Each line below with the string "LAMBAK" should be copied.

EXERCISE INPUTS
--- START ---

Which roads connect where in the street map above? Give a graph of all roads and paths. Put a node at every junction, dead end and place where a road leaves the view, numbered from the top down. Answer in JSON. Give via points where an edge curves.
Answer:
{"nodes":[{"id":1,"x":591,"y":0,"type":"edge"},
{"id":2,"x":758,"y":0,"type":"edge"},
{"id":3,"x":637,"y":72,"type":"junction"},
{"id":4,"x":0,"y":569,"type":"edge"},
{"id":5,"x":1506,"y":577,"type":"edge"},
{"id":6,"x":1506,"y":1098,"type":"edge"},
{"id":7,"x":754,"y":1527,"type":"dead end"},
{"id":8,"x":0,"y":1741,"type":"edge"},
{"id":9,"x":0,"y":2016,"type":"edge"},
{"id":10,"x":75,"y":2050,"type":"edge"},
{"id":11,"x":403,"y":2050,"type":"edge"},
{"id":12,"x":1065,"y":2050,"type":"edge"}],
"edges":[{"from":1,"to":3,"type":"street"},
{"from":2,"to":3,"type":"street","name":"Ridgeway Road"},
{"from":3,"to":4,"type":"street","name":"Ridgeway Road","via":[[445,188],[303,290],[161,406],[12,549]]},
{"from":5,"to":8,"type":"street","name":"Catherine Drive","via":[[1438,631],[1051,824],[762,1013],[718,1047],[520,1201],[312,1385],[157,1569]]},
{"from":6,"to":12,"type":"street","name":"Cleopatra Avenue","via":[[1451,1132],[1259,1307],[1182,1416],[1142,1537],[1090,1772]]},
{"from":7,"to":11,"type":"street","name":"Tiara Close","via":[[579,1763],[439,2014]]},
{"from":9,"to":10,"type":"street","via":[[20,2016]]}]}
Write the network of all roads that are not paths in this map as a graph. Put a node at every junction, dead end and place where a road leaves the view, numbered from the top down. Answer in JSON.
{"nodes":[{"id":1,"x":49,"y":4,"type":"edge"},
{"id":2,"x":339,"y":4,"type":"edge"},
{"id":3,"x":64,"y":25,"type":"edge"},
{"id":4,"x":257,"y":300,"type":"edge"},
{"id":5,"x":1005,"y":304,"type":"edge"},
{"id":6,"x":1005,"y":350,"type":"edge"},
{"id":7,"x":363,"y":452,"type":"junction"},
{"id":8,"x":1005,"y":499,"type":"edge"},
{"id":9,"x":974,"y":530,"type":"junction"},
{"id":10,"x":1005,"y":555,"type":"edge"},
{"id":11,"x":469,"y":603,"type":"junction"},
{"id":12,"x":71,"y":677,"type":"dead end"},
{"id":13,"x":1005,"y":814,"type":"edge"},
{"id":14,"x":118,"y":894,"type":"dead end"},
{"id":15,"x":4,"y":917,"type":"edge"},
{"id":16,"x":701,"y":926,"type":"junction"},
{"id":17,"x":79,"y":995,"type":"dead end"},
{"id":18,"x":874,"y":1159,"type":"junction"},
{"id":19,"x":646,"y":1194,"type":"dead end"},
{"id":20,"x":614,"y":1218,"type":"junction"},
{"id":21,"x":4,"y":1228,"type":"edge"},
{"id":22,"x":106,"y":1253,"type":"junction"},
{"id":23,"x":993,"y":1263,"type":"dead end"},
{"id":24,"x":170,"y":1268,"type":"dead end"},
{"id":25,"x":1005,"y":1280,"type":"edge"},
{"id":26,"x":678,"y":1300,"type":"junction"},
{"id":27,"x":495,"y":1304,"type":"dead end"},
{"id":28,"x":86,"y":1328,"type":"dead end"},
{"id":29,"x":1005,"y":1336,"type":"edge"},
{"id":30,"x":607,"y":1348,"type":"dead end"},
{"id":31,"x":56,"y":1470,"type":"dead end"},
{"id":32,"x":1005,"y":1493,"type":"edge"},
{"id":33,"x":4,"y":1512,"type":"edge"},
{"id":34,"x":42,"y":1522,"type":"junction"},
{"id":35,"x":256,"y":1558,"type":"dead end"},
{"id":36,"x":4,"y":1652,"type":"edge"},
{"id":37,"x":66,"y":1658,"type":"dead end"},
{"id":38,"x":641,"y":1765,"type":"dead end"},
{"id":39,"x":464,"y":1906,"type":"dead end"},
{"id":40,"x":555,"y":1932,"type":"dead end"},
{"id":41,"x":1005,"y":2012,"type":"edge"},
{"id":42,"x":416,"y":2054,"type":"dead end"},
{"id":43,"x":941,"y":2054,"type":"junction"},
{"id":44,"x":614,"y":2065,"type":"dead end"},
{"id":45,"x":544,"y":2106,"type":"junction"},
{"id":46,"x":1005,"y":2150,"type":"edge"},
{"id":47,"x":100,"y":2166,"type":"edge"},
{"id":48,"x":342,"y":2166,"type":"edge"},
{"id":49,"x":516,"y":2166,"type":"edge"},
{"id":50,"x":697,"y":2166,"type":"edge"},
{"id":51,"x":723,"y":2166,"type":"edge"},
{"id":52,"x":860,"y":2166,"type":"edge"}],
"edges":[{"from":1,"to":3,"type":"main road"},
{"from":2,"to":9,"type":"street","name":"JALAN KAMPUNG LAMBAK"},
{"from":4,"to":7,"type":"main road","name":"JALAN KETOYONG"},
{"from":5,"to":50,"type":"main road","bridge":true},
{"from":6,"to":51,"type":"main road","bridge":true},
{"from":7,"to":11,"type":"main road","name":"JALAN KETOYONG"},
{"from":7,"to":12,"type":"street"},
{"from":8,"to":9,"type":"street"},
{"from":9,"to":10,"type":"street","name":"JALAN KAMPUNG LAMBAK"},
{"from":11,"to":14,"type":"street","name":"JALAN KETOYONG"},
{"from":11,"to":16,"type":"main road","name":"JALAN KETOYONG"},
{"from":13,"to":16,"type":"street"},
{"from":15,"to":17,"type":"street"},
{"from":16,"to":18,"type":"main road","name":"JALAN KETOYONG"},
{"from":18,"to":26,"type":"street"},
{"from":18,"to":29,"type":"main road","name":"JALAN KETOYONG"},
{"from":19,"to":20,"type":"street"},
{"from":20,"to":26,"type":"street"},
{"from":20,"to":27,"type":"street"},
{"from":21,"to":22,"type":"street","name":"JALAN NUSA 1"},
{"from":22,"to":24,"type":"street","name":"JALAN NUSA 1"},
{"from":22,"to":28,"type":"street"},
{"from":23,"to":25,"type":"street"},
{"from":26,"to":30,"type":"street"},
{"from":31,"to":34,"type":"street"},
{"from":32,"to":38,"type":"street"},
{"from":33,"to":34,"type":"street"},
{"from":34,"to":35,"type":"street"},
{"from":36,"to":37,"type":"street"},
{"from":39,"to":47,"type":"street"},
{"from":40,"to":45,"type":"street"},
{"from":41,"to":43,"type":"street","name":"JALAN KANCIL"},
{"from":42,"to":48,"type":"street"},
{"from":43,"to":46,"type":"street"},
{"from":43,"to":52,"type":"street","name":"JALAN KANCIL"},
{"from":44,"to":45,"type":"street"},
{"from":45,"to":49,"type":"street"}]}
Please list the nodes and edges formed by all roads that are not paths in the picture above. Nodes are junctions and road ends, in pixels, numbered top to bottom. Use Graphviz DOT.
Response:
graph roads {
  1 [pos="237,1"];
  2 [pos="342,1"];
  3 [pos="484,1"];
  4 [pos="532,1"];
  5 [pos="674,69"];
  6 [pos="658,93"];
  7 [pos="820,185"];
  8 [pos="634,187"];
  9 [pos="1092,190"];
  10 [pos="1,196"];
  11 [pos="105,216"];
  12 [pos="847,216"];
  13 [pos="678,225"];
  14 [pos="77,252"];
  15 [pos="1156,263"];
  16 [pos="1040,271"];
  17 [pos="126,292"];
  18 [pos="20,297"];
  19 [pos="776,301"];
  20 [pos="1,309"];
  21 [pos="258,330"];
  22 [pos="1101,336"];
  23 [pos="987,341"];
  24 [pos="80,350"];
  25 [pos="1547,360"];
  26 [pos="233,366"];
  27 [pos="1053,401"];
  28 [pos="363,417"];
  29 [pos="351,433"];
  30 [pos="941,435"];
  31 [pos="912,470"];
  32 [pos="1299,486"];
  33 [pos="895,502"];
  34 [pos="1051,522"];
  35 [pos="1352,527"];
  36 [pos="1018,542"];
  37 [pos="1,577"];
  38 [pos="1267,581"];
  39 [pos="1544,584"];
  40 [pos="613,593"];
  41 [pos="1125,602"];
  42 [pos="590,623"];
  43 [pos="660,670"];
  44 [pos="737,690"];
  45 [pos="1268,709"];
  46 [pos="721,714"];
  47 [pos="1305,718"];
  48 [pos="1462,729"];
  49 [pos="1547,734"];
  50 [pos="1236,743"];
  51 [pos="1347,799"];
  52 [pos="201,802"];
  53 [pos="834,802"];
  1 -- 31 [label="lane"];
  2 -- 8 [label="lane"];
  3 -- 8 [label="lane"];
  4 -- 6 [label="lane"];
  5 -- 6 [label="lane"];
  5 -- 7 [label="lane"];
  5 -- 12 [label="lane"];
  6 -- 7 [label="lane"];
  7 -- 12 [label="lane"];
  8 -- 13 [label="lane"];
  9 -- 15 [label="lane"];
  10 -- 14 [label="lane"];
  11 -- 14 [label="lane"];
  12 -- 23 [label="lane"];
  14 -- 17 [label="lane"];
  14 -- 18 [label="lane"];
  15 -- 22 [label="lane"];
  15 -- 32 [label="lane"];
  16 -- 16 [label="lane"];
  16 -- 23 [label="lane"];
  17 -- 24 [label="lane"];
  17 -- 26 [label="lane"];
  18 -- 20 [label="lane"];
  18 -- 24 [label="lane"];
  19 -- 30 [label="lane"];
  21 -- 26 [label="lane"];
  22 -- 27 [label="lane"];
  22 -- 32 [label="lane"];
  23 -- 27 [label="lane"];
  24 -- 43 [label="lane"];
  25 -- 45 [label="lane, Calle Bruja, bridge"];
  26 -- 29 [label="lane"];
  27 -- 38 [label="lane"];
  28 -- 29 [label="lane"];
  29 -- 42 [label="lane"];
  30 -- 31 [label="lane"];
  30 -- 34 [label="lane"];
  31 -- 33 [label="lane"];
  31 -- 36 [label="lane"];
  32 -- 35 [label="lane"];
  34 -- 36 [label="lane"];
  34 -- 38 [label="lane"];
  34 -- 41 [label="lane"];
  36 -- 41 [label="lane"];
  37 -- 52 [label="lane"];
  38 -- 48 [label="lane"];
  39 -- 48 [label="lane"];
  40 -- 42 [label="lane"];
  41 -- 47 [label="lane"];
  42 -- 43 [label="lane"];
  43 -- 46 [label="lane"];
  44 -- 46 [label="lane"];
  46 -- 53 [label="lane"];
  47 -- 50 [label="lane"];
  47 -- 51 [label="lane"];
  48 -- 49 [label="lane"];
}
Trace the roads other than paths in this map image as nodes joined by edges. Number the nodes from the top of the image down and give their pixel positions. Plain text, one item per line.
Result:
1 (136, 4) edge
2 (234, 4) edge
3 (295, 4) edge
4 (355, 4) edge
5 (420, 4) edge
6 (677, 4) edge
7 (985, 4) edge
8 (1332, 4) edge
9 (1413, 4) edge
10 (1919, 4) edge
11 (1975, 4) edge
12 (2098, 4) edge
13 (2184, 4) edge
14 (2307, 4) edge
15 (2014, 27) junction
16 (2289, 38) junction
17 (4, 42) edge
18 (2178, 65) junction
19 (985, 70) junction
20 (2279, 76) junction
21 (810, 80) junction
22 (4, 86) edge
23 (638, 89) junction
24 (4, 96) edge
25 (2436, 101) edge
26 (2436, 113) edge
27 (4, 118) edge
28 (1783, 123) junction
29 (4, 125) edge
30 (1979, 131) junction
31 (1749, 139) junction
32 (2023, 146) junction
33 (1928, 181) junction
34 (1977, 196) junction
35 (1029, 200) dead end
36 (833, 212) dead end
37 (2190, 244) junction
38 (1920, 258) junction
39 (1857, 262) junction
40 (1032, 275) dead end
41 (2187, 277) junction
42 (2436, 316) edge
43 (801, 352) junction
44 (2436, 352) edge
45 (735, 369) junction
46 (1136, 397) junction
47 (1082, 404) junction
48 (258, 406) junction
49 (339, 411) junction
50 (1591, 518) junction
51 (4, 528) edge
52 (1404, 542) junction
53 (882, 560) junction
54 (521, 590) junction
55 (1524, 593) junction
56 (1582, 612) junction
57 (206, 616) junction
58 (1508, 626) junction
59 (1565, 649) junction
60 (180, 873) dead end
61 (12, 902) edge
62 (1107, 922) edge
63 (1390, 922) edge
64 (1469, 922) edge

--- END ---

THE COMPLETED TASK
{"from":2,"to":9,"type":"street","name":"JALAN KAMPUNG LAMBAK"},
{"from":9,"to":10,"type":"street","name":"JALAN KAMPUNG LAMBAK"},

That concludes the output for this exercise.